Re: CLOG contention, part 2

From: Robert Haas <robertmhaas(at)gmail(dot)com>
To: Simon Riggs <simon(at)2ndquadrant(dot)com>
Cc: Jeff Janes <jeff(dot)janes(at)gmail(dot)com>, PostgreSQL-development <pgsql-hackers(at)postgresql(dot)org>
Subject: Re: CLOG contention, part 2
Date: 2012-02-08 23:26:52
Message-ID: CA+Tgmoa38nvEzVPbJJ4RFWQMyAWtzj_Oj6xBcAk8aQ4BguOJew@mail.gmail.com
Views: Raw Message | Whole Thread | Download mbox | Resend email
Thread:
Lists: pgsql-hackers

On Sun, Jan 29, 2012 at 6:04 PM, Simon Riggs <simon(at)2ndquadrant(dot)com> wrote:
> On Sun, Jan 29, 2012 at 9:41 PM, Jeff Janes <jeff(dot)janes(at)gmail(dot)com> wrote:
>
>> If I cast to a int, then I see advancement:
>
> I'll initialise it as 0, rather than -1 and then we don't have a
> problem in any circumstance.
>
>
>>> I've specifically designed the pgbench changes required to simulate
>>> conditions of clog contention to help in the evaluation of this patch.
>>
>> Yep, I've used that one for the testing.
>
> Most of the current patch is just bookkeeping to keep track of the
> point when we can look at history in read only manner.
>
> I've isolated the code better to allow you to explore various
> implementation options. I don't see any performance difference between
> any of them really, but you're welcome to look.
>
> Please everybody note that the clog history doesn't even become active
> until the first checkpoint, so this is dead code until we've hit the
> first checkpoint cycle and completed a million transactions since
> startup. So its designed to tune for real world situations, and is not
> easy to benchmark. (Maybe we could start earlier, but having extra
> code just for first few minutes seems waste of energy, especially
> since we must hit million xids also).

I find that this version does not compile:

clog.c: In function ‘TransactionIdGetStatus’:
clog.c:431: error: ‘clog’ undeclared (first use in this function)
clog.c:431: error: (Each undeclared identifier is reported only once
clog.c:431: error: for each function it appears in.)

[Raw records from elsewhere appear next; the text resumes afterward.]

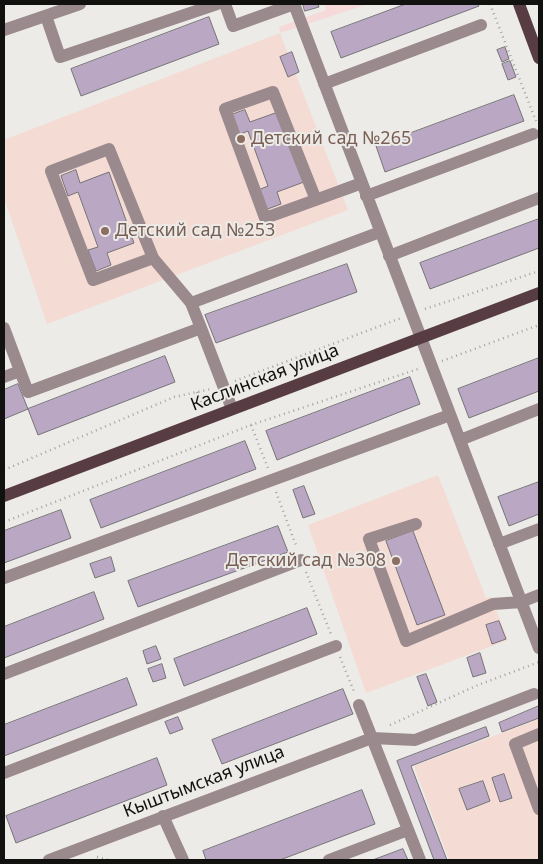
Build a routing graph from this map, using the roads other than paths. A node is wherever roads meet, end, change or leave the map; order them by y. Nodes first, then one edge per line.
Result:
1 (80, 4) edge
2 (217, 4) edge
3 (225, 4) edge
4 (294, 4) edge
5 (519, 4) edge
6 (46, 16) junction
7 (481, 25) dead end
8 (4, 30) edge
9 (539, 58) edge
10 (324, 84) junction
11 (536, 131) edge
12 (362, 183) junction
13 (366, 196) junction
14 (539, 198) edge
15 (316, 200) junction
16 (380, 232) junction
17 (389, 256) junction
18 (152, 258) junction
19 (539, 293) edge
20 (191, 303) junction
21 (4, 328) edge
22 (200, 328) junction
23 (421, 338) junction
24 (20, 371) junction
25 (4, 377) edge
26 (539, 409) edge
27 (232, 410) junction
28 (450, 415) junction
29 (460, 440) junction
30 (4, 496) edge
31 (416, 524) dead end
32 (539, 529) edge
33 (499, 544) junction
34 (301, 560) dead end
35 (4, 578) edge
36 (539, 595) edge
37 (521, 602) junction
38 (336, 646) dead end
39 (539, 648) edge
40 (4, 674) edge
41 (534, 694) dead end
42 (359, 705) dead end
43 (539, 734) edge
44 (371, 736) junction
45 (4, 774) edge
46 (539, 808) edge
47 (163, 816) junction
48 (408, 830) junction
49 (49, 860) edge
50 (183, 860) edge
51 (329, 860) edge
52 (420, 860) edge

1 - 6 street
2 - 6 street
3 - 4 street
4 - 10 street
5 - 9 main road
6 - 8 street
7 - 10 street
10 - 12 street
11 - 13 street
12 - 13 street
12 - 15 street
13 - 16 street
14 - 17 street
15 - 15 street
16 - 17 street
16 - 20 street
17 - 23 street
18 - 18 street
18 - 20 street
19 - 23 main road, Каслинская улица
20 - 22 street
21 - 24 street
22 - 24 street
22 - 27 street
23 - 27 main road, Каслинская улица
23 - 28 street
24 - 25 street
26 - 29 street
27 - 30 main road, Каслинская улица
28 - 29 street
28 - 35 street
29 - 33 street
31 - 37 street
32 - 33 street
33 - 37 street
34 - 40 street
36 - 37 street
37 - 39 street
38 - 45 street
41 - 44 street
42 - 44 street
43 - 46 street
44 - 47 street, Кыштымская улица
44 - 48 street
47 - 49 street, Кыштымская улица
47 - 50 street
48 - 51 street
48 - 52 street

Given that, I obviously cannot test this at this point, but let me go
ahead and theorize about how well it's likely to work. What Tom
suggested before (and after some reflection I think I believe it) is
that the frequency of access will be highest for the newest CLOG page
and then drop off for each page further back you go. Clearly, if that
drop-off is fast - e.g. each buffer further backward is half as likely
to be accessed as the next newer one - then the fraction of accesses
that will hit pages that are far enough back to benefit from this
optimization will be infinitesmal; 1023 out of every 1024 accesses
will hit the first ten pages, and on a high-velocity system those all
figure to have been populated since the last checkpoint. The best
case for this patch should be an access pattern that involves a very
long tail; actually, pgbench is a pretty good fit for that, assuming
the scale factor is large enough. For example, at scale factor 100,
we've got 10,000,000 tuples: choosing one at random, we're almost
exactly 90% likely to find one that hasn't been chosen in the last
1,024,576 tuples (i.e. 32 CLOG pages @ 32K txns/page). In terms of
reducing contention on the main CLOG SLRU, that sounds pretty
promising, but depends somewhat on the rate at which transactions are
processed relative to the frequency of checkpoints, since that will
affect how many pages back you have go to use the history path.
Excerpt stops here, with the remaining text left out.